WB Gooderham 

Which out-of-print book would you like to see republished?

Wayne Gooderham: Hesperus Press are asking the public to nominate a novel for republication, with the winner’s pitch used as an introduction. Post your suggestions below
  
  

William Trevor - The Love Department
Black humour ... The Love Department, by William Trevor, is ripe for republishing. Photograph: Eamonn Mccabe for the Guardian Photograph: Eamonn Mccabe/Guardian

Hesperus Press is a small independent publisher, quietly devoted to shining a light into the shadows cast by the literary canon to rescue those titles that have – often through no fault of their own – simply disappeared from sight. Thus have some of the more obscure works of writers such as Jane Austen (Sanditon), Henry Miller (Aller Retour New York), George Bernard Shaw (The Adventures of the Black Girl in Her Search for God; On War) and Ernest Hemingway (On Paris) been dragged out of the darkness, dusted off and placed back into the public domain where they belong (complete with new introductions from the likes of Colm Tóibín, Matthew Sweet, Fay Weldon and Mark Rylance).

Now, to celebrate its 10-year anniversary, Hesperus is asking members of the public to nominate a work of literature currently out of print and explain why it's worthy of republication. The winner will see their chosen work published this September with their pitch used as an introduction.

And guess what? Hesperus has agreed to accept entries posted on this site. So please post your own choice in the comments below. If you don't fancy entering the competition, that's fine: feel free to alert us all to the out-of-print books we should look out for anyway. If you intend to enter the completion, however, bear in mind you'll have to keep the word count below 500. If you'd prefer to keep your cards close to your chest and submit in private, then email your suggestion to info@hesperuspress.com. Full competition details can be found here.

(As an aside, and knowing Hesperus will be reading this piece, I wonder if they can do anything about getting John E Woods's translations of Thomas Mann's Buddenbrooks and The Magic Mountain made available in paperback? As lovely as the Everyman hardback editions are – and they are – it seems a shame that most people will be coming to Mann's two masterpieces via the paperback editions with their inferior translations by HT Lowe-Porter. Here endeth the aside.)

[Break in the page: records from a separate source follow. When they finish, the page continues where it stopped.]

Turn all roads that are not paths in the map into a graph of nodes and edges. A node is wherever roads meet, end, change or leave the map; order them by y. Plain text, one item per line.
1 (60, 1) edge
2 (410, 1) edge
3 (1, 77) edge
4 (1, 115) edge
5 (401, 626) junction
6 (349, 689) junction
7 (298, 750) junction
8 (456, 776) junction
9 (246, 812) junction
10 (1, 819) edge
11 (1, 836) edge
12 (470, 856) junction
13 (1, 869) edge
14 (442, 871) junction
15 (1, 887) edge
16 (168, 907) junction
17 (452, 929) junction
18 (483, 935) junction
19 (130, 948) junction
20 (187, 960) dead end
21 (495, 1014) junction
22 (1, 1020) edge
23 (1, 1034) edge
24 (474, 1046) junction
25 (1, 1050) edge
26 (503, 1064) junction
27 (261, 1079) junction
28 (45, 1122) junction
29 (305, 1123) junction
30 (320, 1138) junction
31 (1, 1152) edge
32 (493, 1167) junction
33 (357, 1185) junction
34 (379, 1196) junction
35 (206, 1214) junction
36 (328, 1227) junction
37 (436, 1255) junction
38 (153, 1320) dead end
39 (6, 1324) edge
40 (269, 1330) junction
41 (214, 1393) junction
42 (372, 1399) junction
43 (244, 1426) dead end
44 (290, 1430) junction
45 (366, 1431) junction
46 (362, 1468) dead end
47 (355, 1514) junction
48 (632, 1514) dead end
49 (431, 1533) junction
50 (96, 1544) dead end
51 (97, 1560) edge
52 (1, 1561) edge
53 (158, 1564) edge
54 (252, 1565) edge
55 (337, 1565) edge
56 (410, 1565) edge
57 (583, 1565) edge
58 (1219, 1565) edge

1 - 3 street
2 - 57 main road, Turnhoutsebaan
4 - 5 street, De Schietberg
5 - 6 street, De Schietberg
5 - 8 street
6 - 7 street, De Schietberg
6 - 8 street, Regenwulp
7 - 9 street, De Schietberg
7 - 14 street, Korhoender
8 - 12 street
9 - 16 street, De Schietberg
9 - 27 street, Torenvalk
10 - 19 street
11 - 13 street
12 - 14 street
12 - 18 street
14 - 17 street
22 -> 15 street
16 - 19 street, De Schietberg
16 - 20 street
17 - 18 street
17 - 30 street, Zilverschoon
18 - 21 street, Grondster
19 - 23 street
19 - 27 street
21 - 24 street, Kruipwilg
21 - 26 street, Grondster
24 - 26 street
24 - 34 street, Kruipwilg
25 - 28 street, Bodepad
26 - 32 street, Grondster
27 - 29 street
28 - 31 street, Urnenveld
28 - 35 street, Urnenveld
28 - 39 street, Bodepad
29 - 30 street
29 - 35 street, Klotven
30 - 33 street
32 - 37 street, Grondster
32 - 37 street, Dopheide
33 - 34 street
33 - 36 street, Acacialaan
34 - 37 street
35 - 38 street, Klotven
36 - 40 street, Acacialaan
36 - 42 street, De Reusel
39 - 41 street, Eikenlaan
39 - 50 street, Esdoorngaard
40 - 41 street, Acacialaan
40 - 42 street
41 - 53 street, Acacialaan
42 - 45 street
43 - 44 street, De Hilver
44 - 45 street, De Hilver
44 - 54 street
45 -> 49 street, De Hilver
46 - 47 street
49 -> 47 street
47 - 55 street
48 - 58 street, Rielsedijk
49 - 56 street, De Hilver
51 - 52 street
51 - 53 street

So then, gamely flinging my own hat into the ring, I nominate William Trevor's 1966 novel The Love Department, which was last in print as a single title in the 80s and last seen in 2001, along with The Old Boys and The Boarding House, as part of the collection Three Early Novels – now also out of print.

I first stumbled across The Love Department a few years back in a secondhand book shop. I had yet to read any Trevor, and bought the book on a whim, Trevor being one of those authors whose name I recognised as someone I probably should read, without actually knowing anything about their work. Taken home, the book was promptly flipped through, shelved and forgotten. A few months later, while convalescing from an operation that had left me temporarily immobilised, and after trying and failing to read a number of works by my favourite authors, I found the simple prose and gentle (albeit black) humour of The Love Department was all my shattered concentration could deal with.

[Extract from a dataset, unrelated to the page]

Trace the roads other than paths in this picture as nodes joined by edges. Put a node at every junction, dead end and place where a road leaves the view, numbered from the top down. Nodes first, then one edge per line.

Set in the suburbs of south-west London (quirkily stylised a la Muriel Spark or a more upbeat Patrick Hamilton), the novel concerns one Edward Blakeston-Smith, a naive young man who, after fleeing some kind of monastery-cum-mental institution, is employed by an agony aunt to track down a serial seducer by the curious name of Septimus Tuam. (Which looks as if it should be an anagram, but, as far as I am able to tell, isn't.) Tuam is a kind of blandly satanic sociopath (think an introverted Mr Sloane) who is able to charm middle-aged married women into falling in love with him. Perhaps charm is too strong a word: the women, starved of romance from their husbands, seem ripe for seduction. The novel picks repeatedly at the social and private pretentions of the characters, revealing the fear of failure and loneliness that drives them from one pathos-drenched scene to the next.

Throughout the novel, the omniscient narrative voice maintains an ironic distance, slipping playfully among a fairly large cast of characters. This constantly shifting perspective gives the book an unsettling, almost dreamlike quality, which at the time I attributed to lack of sleep and too many painkillers. Rereading it two years on, however, I was pleasantly surprised to find these qualities still very much evident. Admittedly, The Love Department is not Trevor's finest work. The characterisation is slight, the structure a little haphazard, and it's perhaps 50 pages too long. But the story is engaging, the prose precise, the characters amusing, and the overall effect one of eccentric charm. As one of the characters muses at one point, "the streets of London are full of strangeness". The Love Department is a fine example of it.